# [Problem]
Please filter the data down to the lines that include the word "index" and copy them.

# [Dataset]

########

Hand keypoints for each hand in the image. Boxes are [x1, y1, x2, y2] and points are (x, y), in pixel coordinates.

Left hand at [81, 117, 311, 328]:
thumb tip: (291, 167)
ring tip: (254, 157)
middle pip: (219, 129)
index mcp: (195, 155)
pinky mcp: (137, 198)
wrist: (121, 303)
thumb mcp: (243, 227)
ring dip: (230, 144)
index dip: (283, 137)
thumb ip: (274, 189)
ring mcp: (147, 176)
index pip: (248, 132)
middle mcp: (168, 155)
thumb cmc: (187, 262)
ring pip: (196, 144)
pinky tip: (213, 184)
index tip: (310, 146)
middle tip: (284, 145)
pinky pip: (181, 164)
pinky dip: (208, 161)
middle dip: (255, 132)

########

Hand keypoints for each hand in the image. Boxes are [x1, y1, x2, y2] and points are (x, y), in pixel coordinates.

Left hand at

########

# [Response box]
index mcp: (195, 155)
index dip: (283, 137)
index pip: (248, 132)
index tip: (310, 146)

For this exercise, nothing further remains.